What to work on ▸ Which lines of the listing hold the string "image"? Show each of them.

Provided material ▸
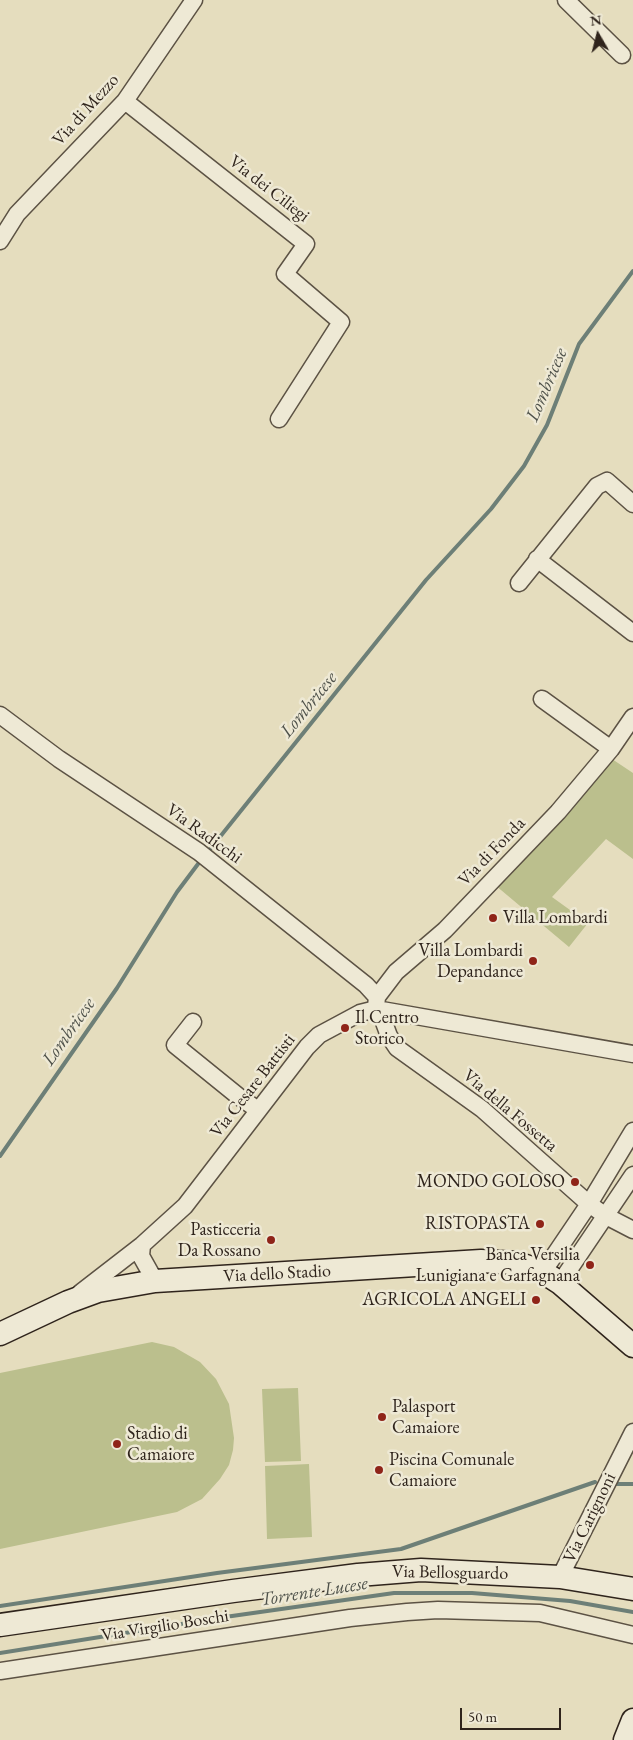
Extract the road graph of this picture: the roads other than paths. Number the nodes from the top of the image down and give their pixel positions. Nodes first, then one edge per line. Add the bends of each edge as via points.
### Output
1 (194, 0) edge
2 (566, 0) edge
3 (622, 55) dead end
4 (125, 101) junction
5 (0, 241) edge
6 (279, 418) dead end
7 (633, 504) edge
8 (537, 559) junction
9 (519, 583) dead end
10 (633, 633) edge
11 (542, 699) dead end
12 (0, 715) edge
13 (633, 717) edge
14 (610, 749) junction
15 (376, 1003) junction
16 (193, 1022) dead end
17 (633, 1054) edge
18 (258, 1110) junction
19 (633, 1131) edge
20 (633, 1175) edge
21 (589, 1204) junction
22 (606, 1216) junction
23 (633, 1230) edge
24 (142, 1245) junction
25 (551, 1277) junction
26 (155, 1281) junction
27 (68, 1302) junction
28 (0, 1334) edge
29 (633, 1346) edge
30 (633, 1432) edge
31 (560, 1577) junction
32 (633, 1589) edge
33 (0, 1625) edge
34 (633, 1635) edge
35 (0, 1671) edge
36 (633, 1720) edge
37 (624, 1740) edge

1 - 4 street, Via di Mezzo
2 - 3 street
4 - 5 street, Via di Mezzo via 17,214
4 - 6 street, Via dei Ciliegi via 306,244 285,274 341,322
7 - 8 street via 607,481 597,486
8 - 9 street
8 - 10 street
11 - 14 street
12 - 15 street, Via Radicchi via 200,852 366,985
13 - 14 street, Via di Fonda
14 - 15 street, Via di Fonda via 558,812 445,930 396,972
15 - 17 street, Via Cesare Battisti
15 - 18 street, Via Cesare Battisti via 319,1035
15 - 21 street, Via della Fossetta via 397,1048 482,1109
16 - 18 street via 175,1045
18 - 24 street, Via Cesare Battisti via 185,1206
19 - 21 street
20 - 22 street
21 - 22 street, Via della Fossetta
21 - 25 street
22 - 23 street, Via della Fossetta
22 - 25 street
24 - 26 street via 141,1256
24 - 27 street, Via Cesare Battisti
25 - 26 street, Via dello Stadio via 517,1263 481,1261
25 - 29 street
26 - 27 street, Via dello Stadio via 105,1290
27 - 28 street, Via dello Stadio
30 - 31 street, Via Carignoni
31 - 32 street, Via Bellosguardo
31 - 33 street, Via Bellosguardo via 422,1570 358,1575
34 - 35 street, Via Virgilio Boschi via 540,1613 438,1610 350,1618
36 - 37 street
---
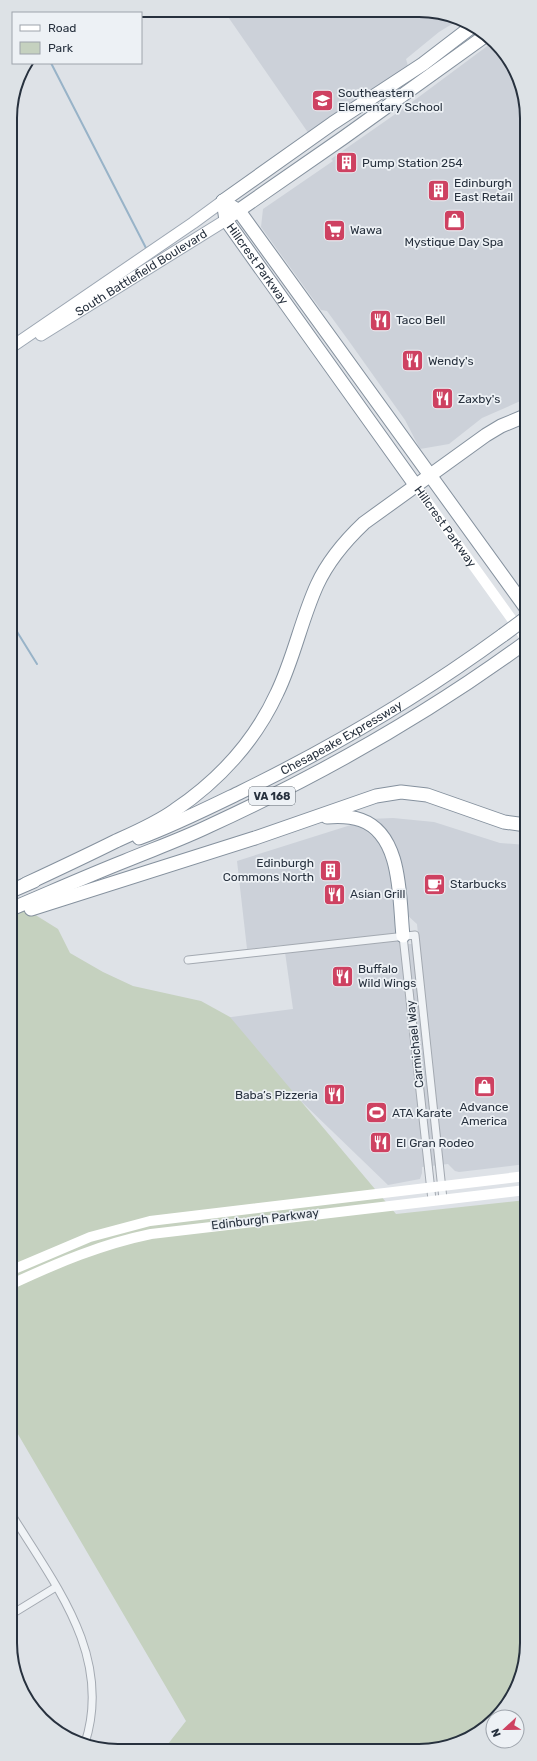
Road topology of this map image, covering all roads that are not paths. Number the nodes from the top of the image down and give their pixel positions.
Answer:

Final answer ▸
Extract the road graph of this picture: the roads other than paths. Number the nodes from the top of the image down and give their pixel positions. Nodes first, then one edge per line. Add the bends of each edge as via points.
Road topology of this map image, covering all roads that are not paths. Number the nodes from the top of the image down and give their pixel positions.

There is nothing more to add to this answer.